Last year, however, marked a crisis in my traffic with dreams. Up to that period I had indulged a too-ready faith in the dictum that “Dreams are a mirror, in which we see our true selves.” This seemed less a superstition than a plausible hypothesis. Its claims were, I thought, more than supported by a dream in which I saw with painful vividness my contemptible physical cowardice. I was stranded on top of a tower in a lake. I was aware that I was dreaming; and in a sort of inspiration I said to myself, —

“Now is a good chance to see if I have any courage at all. I am only dreaming. Let us see if, in a mere dream, I can’t jump down into that lake, which is only an imaginary lake. Push me off the tower!”

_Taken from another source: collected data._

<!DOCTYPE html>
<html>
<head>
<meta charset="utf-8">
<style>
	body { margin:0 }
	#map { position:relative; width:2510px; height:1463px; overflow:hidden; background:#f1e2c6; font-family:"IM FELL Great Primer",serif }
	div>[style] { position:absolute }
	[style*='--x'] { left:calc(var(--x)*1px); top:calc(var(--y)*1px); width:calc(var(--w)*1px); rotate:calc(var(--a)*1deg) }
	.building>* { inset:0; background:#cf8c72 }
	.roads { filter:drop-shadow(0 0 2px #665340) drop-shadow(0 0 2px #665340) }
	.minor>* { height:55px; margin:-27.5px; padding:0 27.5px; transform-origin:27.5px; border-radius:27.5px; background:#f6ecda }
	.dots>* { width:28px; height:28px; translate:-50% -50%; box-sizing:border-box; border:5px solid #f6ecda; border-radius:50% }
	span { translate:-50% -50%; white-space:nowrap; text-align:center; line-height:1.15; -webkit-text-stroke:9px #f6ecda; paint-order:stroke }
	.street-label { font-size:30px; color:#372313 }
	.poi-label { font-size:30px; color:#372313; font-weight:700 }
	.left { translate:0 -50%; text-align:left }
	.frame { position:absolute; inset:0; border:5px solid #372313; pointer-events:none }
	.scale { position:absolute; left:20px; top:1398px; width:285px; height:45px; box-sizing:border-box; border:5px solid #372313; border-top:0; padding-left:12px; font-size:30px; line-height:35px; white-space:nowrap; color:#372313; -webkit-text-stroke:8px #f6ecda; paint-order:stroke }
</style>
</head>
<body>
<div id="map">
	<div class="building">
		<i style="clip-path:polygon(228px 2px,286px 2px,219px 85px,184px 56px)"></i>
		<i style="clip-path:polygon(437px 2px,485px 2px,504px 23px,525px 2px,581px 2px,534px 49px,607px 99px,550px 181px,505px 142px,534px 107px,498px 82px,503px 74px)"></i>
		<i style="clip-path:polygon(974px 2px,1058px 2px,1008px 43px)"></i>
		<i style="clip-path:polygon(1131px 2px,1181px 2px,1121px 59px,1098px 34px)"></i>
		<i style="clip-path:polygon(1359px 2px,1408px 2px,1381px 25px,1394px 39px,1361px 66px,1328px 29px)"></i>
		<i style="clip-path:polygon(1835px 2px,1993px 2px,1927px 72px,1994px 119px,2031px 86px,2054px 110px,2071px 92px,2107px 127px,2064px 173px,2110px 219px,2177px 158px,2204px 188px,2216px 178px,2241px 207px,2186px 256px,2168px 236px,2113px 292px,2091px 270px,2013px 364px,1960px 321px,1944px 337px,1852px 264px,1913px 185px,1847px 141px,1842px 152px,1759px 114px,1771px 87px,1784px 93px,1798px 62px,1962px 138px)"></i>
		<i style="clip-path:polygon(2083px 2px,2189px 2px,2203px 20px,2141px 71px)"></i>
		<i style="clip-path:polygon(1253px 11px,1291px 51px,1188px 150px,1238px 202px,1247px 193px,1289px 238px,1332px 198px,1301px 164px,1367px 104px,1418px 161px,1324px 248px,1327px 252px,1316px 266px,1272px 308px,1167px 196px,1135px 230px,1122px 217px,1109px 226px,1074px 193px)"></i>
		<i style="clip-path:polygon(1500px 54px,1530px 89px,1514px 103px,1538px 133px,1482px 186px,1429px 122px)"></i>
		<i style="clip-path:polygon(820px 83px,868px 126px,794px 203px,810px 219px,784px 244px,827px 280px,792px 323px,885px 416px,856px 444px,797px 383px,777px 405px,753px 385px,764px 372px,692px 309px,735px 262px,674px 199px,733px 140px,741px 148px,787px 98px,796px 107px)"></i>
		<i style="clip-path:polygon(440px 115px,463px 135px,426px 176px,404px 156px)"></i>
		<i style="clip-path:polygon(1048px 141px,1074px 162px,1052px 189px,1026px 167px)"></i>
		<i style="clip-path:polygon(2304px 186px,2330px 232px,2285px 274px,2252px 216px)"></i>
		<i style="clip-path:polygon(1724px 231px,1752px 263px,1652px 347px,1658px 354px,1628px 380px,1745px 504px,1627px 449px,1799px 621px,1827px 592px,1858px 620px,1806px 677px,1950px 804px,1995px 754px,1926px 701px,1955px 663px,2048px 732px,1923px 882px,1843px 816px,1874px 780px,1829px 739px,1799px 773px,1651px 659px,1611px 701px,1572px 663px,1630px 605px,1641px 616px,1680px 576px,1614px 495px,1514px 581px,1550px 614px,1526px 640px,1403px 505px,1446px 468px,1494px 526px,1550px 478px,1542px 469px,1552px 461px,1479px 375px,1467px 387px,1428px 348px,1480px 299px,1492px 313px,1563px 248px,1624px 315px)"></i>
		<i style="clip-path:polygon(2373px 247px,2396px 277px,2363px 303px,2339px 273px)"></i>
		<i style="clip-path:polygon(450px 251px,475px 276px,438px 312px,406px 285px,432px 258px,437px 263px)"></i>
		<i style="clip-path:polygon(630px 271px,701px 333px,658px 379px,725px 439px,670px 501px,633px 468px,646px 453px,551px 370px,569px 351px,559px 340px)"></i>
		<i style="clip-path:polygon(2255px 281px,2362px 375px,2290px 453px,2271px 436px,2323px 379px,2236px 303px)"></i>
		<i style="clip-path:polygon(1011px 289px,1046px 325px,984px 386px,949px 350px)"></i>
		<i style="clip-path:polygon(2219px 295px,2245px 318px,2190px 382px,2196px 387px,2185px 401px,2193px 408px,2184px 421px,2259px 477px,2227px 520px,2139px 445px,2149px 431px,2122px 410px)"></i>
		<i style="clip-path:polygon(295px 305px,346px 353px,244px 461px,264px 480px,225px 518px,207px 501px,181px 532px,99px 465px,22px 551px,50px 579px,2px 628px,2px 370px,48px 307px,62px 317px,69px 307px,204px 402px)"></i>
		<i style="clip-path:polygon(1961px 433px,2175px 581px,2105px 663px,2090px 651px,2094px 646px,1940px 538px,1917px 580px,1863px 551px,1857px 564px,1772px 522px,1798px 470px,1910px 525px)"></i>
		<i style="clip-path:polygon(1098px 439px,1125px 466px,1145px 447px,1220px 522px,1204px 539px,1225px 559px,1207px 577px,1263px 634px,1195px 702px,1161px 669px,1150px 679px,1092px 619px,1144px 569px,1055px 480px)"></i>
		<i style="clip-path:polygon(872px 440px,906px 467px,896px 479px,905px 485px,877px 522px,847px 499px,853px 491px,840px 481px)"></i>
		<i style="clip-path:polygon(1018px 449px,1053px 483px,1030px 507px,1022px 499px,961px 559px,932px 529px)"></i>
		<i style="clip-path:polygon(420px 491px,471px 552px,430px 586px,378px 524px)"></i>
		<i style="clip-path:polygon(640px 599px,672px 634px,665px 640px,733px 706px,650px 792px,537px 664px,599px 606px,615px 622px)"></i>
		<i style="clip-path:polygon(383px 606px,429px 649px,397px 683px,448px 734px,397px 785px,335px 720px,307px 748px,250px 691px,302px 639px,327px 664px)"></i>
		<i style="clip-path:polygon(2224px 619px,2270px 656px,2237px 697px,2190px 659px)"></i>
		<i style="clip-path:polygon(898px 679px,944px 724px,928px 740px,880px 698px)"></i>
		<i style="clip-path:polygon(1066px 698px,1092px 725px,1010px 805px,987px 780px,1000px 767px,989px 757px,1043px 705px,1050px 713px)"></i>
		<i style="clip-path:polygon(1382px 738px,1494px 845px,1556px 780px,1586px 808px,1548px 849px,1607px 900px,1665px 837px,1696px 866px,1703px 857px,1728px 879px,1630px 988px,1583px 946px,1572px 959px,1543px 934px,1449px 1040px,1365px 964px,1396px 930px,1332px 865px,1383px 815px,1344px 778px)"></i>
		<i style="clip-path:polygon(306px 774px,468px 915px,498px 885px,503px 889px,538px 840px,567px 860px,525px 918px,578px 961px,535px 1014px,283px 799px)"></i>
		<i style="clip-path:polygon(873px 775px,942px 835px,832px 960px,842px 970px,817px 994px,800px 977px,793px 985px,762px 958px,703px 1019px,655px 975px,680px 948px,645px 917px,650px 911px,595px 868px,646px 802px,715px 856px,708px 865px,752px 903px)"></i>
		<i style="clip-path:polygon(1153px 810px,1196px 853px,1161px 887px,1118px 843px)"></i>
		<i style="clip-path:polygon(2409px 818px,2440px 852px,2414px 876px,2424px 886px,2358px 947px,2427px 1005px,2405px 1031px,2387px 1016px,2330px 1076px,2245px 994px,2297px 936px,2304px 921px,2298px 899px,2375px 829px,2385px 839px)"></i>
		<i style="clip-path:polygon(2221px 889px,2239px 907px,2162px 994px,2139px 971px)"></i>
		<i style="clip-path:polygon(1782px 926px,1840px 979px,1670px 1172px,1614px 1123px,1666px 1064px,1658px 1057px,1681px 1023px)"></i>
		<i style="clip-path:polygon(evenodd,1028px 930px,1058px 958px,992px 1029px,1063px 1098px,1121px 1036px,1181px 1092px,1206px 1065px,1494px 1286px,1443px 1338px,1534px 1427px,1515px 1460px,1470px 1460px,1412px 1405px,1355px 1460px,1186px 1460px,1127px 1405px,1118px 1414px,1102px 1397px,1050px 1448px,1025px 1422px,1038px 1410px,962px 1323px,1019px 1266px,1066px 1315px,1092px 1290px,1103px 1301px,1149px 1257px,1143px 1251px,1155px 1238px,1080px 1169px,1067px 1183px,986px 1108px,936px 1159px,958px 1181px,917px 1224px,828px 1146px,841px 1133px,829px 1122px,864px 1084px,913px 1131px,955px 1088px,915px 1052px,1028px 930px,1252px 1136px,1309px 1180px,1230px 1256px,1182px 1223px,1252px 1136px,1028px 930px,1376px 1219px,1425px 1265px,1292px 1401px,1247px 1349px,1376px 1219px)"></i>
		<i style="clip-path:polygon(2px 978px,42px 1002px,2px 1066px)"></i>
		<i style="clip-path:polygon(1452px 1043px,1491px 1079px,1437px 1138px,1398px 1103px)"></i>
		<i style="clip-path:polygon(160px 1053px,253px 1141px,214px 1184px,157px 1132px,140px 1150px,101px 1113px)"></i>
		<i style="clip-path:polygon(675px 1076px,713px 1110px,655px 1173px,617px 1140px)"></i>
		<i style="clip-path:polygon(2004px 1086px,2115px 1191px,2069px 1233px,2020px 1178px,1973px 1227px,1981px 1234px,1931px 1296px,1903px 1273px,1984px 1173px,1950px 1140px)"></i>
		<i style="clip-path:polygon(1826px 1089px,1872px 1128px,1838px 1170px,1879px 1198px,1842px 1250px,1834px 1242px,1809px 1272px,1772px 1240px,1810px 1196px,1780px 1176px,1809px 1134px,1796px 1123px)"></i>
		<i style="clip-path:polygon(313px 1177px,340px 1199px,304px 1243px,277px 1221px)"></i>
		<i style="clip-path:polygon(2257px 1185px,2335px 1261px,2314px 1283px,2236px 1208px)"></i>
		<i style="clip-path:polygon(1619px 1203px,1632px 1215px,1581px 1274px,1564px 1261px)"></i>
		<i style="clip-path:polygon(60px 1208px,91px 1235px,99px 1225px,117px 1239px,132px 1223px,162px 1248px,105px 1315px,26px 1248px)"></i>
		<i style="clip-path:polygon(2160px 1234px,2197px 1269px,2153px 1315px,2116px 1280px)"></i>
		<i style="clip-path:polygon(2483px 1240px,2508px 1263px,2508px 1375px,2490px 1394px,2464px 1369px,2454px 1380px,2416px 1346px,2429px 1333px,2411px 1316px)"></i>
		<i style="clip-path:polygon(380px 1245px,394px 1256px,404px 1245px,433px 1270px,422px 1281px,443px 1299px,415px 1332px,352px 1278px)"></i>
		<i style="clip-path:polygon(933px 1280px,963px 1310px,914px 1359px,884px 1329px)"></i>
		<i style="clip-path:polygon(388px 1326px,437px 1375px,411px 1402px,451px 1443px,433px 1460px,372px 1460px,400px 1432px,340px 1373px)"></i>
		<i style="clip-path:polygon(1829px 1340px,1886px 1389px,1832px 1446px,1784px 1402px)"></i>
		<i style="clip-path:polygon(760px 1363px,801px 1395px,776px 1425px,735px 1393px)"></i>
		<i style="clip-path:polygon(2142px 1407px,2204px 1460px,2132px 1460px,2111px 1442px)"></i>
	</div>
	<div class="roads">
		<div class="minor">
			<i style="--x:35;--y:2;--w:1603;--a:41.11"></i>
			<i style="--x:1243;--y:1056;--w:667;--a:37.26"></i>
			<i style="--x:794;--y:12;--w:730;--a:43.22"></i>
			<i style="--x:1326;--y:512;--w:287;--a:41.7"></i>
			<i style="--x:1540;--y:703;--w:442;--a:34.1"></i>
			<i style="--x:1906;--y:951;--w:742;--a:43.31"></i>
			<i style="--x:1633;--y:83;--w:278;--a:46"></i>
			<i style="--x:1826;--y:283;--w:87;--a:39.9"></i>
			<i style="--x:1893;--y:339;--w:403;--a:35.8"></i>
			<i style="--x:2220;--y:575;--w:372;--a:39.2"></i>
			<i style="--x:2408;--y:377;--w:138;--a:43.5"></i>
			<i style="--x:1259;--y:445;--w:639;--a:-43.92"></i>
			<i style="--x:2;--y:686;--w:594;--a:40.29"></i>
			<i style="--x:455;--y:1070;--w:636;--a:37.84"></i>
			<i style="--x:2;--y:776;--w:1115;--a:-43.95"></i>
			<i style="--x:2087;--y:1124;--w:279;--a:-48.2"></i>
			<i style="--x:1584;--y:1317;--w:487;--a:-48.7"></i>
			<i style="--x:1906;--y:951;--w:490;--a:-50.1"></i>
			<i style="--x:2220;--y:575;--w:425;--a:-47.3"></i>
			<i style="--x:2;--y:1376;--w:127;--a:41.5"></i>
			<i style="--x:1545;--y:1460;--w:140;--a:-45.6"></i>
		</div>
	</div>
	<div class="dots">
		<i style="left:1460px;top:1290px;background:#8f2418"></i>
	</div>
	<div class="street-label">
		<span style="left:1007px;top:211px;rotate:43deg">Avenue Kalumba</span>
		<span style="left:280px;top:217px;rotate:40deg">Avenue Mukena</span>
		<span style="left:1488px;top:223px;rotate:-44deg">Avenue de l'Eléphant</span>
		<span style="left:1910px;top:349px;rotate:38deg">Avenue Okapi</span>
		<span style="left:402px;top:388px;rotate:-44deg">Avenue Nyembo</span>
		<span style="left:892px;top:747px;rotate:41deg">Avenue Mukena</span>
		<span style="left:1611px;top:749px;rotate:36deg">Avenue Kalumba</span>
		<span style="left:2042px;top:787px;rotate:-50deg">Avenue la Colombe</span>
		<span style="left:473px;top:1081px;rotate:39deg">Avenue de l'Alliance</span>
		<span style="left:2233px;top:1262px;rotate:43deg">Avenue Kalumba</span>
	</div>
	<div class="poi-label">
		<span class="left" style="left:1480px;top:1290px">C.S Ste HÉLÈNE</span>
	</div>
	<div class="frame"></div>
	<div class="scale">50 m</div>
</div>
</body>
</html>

Thus I commanded myself; but that obstinate coward refused, and I woke up, so to speak, on top of the tower.

This experience fixed my faith in the postulate that dreams are a true index to our characters; and for months after it I was proud of creditable dreams, and laid a flattering unction, and so forth; whereas dreams in which I behaved badly cast a long shadow of remorse. I was a slave to this superstition (as I now think it) up to six months ago. But a dream which I had then, represented me as a person of so little principle, such flagrant bad faith, and such perverted instincts, that I turned on the mirror theory and threw it forever out of doors.

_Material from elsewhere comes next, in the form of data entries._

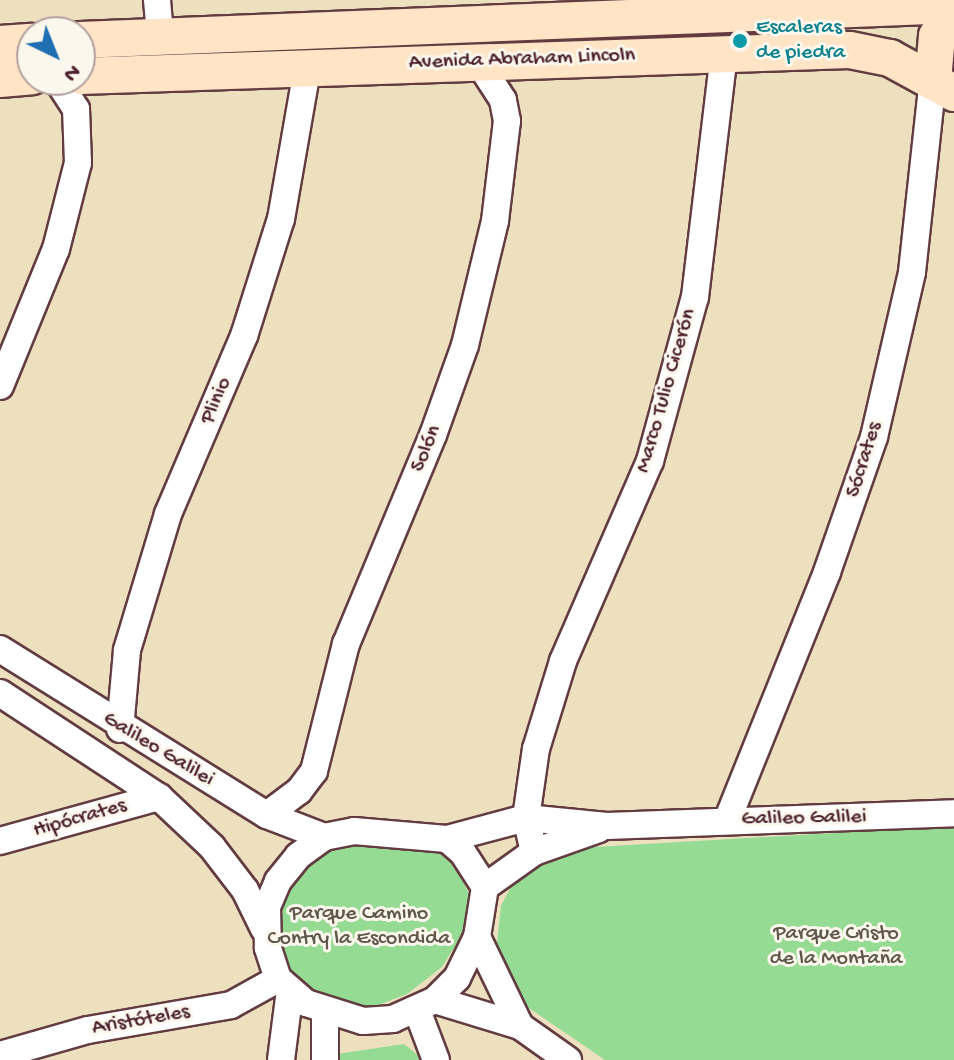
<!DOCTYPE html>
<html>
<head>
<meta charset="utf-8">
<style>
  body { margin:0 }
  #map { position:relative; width:954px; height:1060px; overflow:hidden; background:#ede0bf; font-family:"Gochi Hand",sans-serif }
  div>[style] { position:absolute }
  .green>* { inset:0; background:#95db94 }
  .roads { filter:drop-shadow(2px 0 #623c41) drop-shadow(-2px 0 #623c41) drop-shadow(0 2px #623c41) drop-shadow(0 -2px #623c41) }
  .street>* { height:26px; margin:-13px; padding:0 13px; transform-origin:13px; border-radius:13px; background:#fff }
  .secondary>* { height:36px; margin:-18px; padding:0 18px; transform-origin:18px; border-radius:18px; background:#ffe4c6 }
  .dots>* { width:22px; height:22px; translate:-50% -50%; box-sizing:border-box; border:4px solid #fbf7ec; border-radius:50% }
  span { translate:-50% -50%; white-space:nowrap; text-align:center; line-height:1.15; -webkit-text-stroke:6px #fbf7ec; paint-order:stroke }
  .culture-label { font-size:22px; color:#0d838f }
  .left { translate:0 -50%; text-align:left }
  .street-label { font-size:22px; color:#4a1f2b }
  .park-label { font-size:22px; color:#60574a }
  .north { position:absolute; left:16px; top:16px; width:80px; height:80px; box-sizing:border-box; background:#fbf7ec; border:2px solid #b4a19f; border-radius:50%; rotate:137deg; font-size:22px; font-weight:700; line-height:32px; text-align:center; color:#4a1f2b }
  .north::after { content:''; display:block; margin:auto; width:28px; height:36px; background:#1f6fb2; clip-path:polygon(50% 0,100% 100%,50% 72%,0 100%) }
</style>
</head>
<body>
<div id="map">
  <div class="green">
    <i style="clip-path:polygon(954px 826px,954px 1060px,605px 1060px,529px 1008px,513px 992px,496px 952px,501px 906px,513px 883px,537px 861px,561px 849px)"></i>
    <i style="clip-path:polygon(387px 843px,439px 850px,457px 869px,477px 911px,442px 967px,407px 994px,368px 1009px,328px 1004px,301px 988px,281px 950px,278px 910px,294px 874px,327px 849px)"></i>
    <i style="clip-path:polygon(404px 1044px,424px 1060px,337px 1060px,337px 1054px)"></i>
  </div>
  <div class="roads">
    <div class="street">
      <i style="left:157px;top:0;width:37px;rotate:85deg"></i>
      <i style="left:0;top:386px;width:148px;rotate:-67.8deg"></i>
      <i style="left:56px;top:249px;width:89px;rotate:-75.7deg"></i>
      <i style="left:78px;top:163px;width:54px;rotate:-92.1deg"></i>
      <i style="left:76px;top:109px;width:35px;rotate:-123deg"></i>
      <i style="left:0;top:649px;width:314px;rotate:31.9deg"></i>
      <i style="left:267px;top:815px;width:61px;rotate:21.1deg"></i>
      <i style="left:0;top:693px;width:190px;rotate:33.2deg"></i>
      <i style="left:159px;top:797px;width:73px;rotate:43.3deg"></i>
      <i style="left:212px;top:847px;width:54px;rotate:52.5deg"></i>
      <i style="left:245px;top:890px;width:43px;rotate:64deg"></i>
      <i style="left:120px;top:729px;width:79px;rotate:-84.9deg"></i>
      <i style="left:127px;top:650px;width:142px;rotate:-73.2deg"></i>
      <i style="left:168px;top:514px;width:194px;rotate:-66.9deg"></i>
      <i style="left:244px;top:336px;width:123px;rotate:-72.5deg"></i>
      <i style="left:281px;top:219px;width:151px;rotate:-80.1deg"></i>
      <i style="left:267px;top:815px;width:40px;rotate:-37deg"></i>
      <i style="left:299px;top:791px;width:25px;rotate:-53deg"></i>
      <i style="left:314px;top:771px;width:131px;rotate:-75.9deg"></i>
      <i style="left:346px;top:644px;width:226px;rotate:-67.4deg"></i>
      <i style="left:433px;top:435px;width:96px;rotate:-70.4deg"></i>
      <i style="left:465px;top:345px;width:128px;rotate:-76.4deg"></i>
      <i style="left:495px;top:221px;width:101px;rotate:-83.2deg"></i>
      <i style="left:507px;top:121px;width:21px;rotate:-101deg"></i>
      <i style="left:503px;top:100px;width:48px;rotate:-123deg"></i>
      <i style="left:727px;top:821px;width:268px;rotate:-68.1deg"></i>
      <i style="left:827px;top:572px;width:143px;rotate:-70.8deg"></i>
      <i style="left:874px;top:437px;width:169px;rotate:-77deg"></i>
      <i style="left:912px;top:272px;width:193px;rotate:-83.8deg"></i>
      <i style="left:354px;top:831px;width:93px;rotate:4.9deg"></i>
      <i style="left:447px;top:839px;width:21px;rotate:41deg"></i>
      <i style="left:463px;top:853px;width:40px;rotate:57.1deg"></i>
      <i style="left:485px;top:887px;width:51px;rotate:99.1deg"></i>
      <i style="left:477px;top:937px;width:46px;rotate:116deg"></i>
      <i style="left:457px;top:978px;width:31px;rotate:135deg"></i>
      <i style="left:435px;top:1000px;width:46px;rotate:155.7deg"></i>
      <i style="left:393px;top:1019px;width:30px;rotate:176deg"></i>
      <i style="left:363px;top:1021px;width:60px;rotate:-162.5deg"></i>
      <i style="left:306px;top:1003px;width:37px;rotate:-139deg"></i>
      <i style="left:278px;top:979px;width:33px;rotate:-108deg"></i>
      <i style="left:268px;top:948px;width:41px;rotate:-91.4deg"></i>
      <i style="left:267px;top:907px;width:28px;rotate:-67deg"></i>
      <i style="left:278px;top:881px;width:32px;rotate:-51deg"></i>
      <i style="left:298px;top:856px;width:32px;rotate:-36deg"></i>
      <i style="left:324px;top:837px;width:31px;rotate:-11deg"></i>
      <i style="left:447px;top:839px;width:82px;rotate:-14.9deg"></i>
      <i style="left:526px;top:818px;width:81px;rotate:5.6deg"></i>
      <i style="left:607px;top:826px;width:347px;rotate:-2.1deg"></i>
      <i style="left:0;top:841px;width:165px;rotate:-15.5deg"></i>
      <i style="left:534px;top:852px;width:35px;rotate:-103deg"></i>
      <i style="left:526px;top:818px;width:70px;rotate:-81.8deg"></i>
      <i style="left:536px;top:749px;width:92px;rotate:-72.9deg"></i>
      <i style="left:563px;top:661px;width:218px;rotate:-66.5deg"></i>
      <i style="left:650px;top:461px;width:170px;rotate:-74.7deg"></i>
      <i style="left:695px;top:297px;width:245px;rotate:-83.2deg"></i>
      <i style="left:485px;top:887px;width:60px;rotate:-35.5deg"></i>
      <i style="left:534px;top:852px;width:69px;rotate:-19.5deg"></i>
      <i style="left:477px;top:937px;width:99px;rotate:64.2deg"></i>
      <i style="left:435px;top:1000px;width:89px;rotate:17deg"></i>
      <i style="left:520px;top:1026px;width:59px;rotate:35.3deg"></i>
      <i style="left:417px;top:1010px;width:53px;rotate:69.2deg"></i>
      <i style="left:0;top:1055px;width:91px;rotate:-15.9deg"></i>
      <i style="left:88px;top:1030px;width:145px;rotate:-9.9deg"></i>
      <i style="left:231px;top:1005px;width:54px;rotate:-29deg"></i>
      <i style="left:281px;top:1060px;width:71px;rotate:-82.7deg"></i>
      <i style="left:325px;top:1060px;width:47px;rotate:-90deg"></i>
    </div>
    <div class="secondary">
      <i style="left:80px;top:40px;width:875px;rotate:-2.29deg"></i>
      <i style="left:0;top:44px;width:32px;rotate:-4deg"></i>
      <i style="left:80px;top:76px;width:770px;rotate:-1.93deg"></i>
      <i style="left:850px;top:50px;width:41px;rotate:11.3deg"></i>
      <i style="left:890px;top:58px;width:73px;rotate:28.7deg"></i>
      <i style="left:0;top:79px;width:32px;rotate:-5deg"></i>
      <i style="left:933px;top:80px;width:44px;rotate:-84.8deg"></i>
      <i style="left:937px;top:36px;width:29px;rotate:-54deg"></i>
    </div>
  </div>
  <div class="dots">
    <i style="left:740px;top:41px;background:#0f9aa8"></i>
  </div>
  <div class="culture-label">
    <span class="left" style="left:756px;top:41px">Escaleras<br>de piedra</span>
  </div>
  <div class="street-label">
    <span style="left:522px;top:60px;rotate:-2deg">Avenida Abraham Lincoln</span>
    <span style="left:667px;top:391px;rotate:-74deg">Marco Tulio Cicerón</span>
    <span style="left:217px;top:401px;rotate:-67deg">Plinio</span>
    <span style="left:427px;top:449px;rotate:-68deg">Solón</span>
    <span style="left:865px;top:460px;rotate:-73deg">Sócrates</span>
    <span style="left:158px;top:750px;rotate:31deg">Galileo Galilei</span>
    <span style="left:80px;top:819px;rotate:-16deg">Hipócrates</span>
    <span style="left:804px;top:819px;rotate:-1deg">Galileo Galilei</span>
    <span style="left:141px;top:1021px;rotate:-10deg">Aristóteles</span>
  </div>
  <div class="park-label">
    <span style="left:359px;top:927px">Parque Camino<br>Contry la Escondida</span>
    <span style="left:836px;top:947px">Parque Cristo<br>de la Montaña</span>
  </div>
  <div class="north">N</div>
</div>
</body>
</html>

As a last witness to the contention that superstition has an indulgent, friendly, sunny side, consider the dozen ways provided of changing one’s luck at cards. If “picking geese” is thought vulgar (though I know a lady of the first water who does it) one can walk, or better, run, round one’s chair; or if too stout, too crowded, or too comfortable to do so, one can “blow the luck” into the cards, when one’s next deal comes round. Or by a risky declaration of trumps, or a harebrained lead of them, one can tempt that April goddess who favors the brave. This last is the most gallant and admirable of all superstitions. Older than “touching wood,” it is more fearless than science itself. It resembles in miniature the great leap that Perseus took at the bidding of the wise goddess. Like other theories originating at cards, it is greatly applicable to life itself. It is that wisdom and valor of the heart which, in Froude’s fine saying, “correct the follies of the head.”